July 9, 2010: 7:34 AM ET

Apple's CEO tops the magazine's list of the 50 smartest people in tech

"He is a visionary, a micromanager, and a showman who creates such anticipation around new products that their releases are veritable holidays."

So begins Jessi Hempel's assessment of Steve Jobs, Fortune Magazine's choice for the "smartest CEO in tech."

Apple's (AAPL) CEO topped the list of Fortune's "50 smartest people in tech" feature, part of the drumroll leading up to the magazine's annual Brainstorm Tech conference, to be held this year in Aspen July 22–24.

The CEO runners up, after Jobs: Amazon's (AMZN) Jeff Bezos, Dendreon's (DNDN) Mitch Gold, Alibaba's Jack Ma and Demand Media's Richard Rosenblatt.

Also on the list: Jonathan Ive, Fortune's pick as the smartest designer in tech.

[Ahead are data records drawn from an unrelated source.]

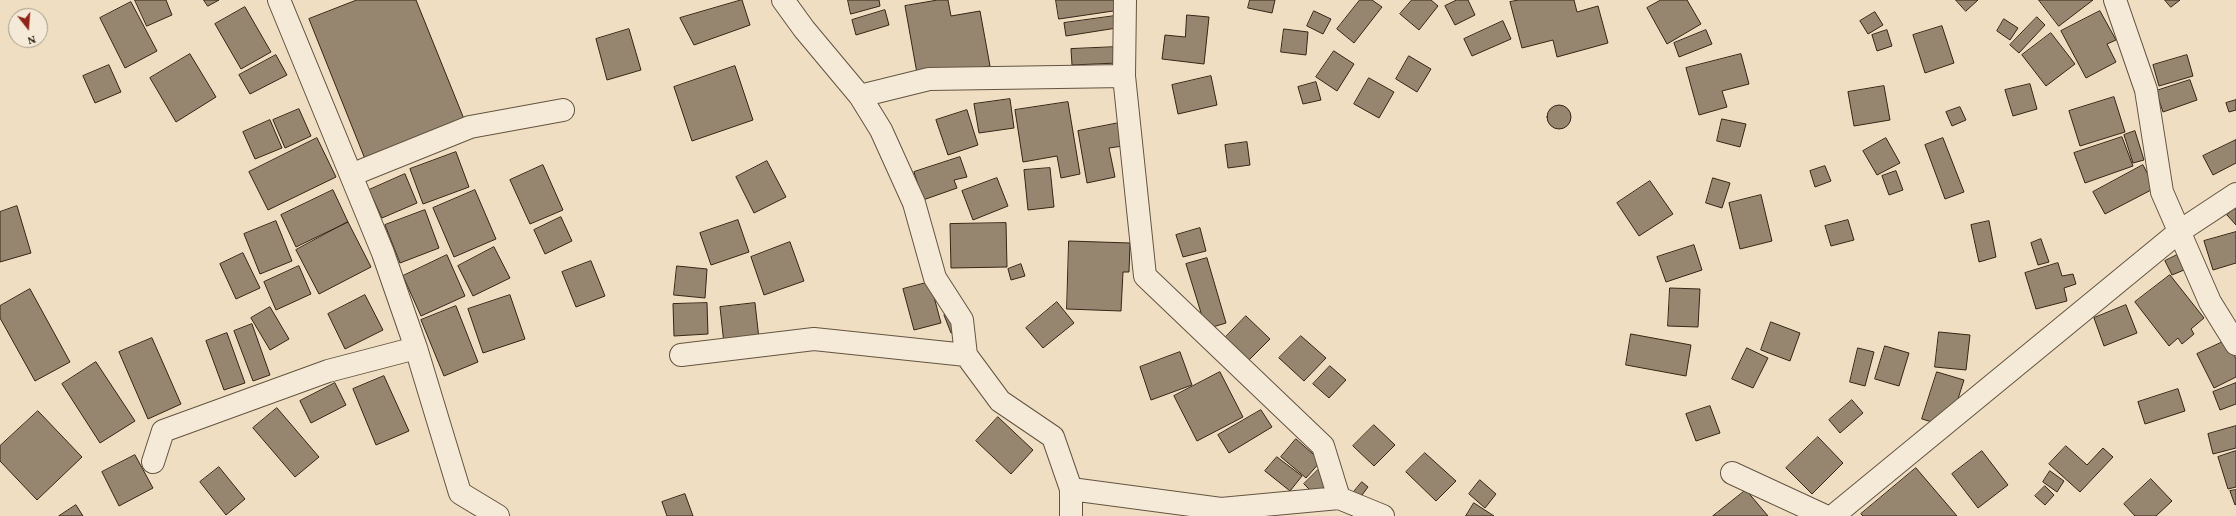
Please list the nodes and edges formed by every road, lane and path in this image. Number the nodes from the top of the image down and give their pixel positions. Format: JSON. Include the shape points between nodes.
{"nodes":[{"id":1,"x":279,"y":0,"type":"edge"},
{"id":2,"x":783,"y":0,"type":"edge"},
{"id":3,"x":1125,"y":0,"type":"edge"},
{"id":4,"x":2116,"y":0,"type":"edge"},
{"id":5,"x":1124,"y":76,"type":"junction"},
{"id":6,"x":860,"y":96,"type":"junction"},
{"id":7,"x":563,"y":110,"type":"dead end"},
{"id":8,"x":351,"y":175,"type":"junction"},
{"id":9,"x":2236,"y":194,"type":"edge"},
{"id":10,"x":2180,"y":231,"type":"junction"},
{"id":11,"x":2236,"y":344,"type":"edge"},
{"id":12,"x":416,"y":348,"type":"junction"},
{"id":13,"x":680,"y":355,"type":"dead end"},
{"id":14,"x":966,"y":355,"type":"junction"},
{"id":15,"x":153,"y":462,"type":"dead end"},
{"id":16,"x":1732,"y":473,"type":"dead end"},
{"id":17,"x":1071,"y":489,"type":"junction"},
{"id":18,"x":1339,"y":498,"type":"junction"},
{"id":19,"x":498,"y":516,"type":"edge"},
{"id":20,"x":1071,"y":516,"type":"edge"},
{"id":21,"x":1383,"y":516,"type":"edge"},
{"id":22,"x":1825,"y":516,"type":"edge"},
{"id":23,"x":1833,"y":516,"type":"edge"}],
"edges":[{"from":1,"to":8,"type":"street"},
{"from":2,"to":6,"type":"street"},
{"from":3,"to":5,"type":"street"},
{"from":4,"to":10,"type":"street","via":[[2146,90],[2162,192]]},
{"from":5,"to":6,"type":"street","via":[[929,79]]},
{"from":5,"to":18,"type":"street","via":[[1145,276],[1323,446]]},
{"from":6,"to":14,"type":"street","via":[[881,130],[914,203],[935,278],[962,320]]},
{"from":7,"to":8,"type":"street","via":[[470,127]]},
{"from":8,"to":12,"type":"street","via":[[383,253]]},
{"from":9,"to":10,"type":"street"},
{"from":10,"to":11,"type":"street","via":[[2210,302]]},
{"from":10,"to":23,"type":"street"},
{"from":12,"to":15,"type":"street","via":[[328,371],[163,430]]},
{"from":12,"to":19,"type":"street","via":[[460,493]]},
{"from":13,"to":14,"type":"street","via":[[814,339]]},
{"from":14,"to":17,"type":"street","via":[[1000,401],[1053,437]]},
{"from":16,"to":22,"type":"street"},
{"from":17,"to":18,"type":"street","via":[[1221,509]]},
{"from":17,"to":20,"type":"street"},
{"from":18,"to":21,"type":"street"}]}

The full text of the Jobs profile is pasted below. For the full 50 smartest list, click here.

Smartest CEO: Steve Jobs
CEO, Apple

When Steve Jobs returned to Apple in 1997 after a 12-year exile, the company was close to bankruptcy. Thirteen years later it has a market cap of $250 billion and is the world's most valuable tech company, transforming whole industries along the way. iTunes reinvented music. Pixar, now part of Disney, elevated animated films. The iPhone changed telecom. And the new iPad has other computer makers scrambling to respond. Rocking one industry could be luck, but upending four? That's smart.

He is a visionary, a micromanager, and a showman who creates such anticipation around new products that their releases are veritable holidays. And Jobs is a pop culture icon like no other business executive: An episode of The Simpsons a few years ago featured a Jobs-like character named Steve Mobs.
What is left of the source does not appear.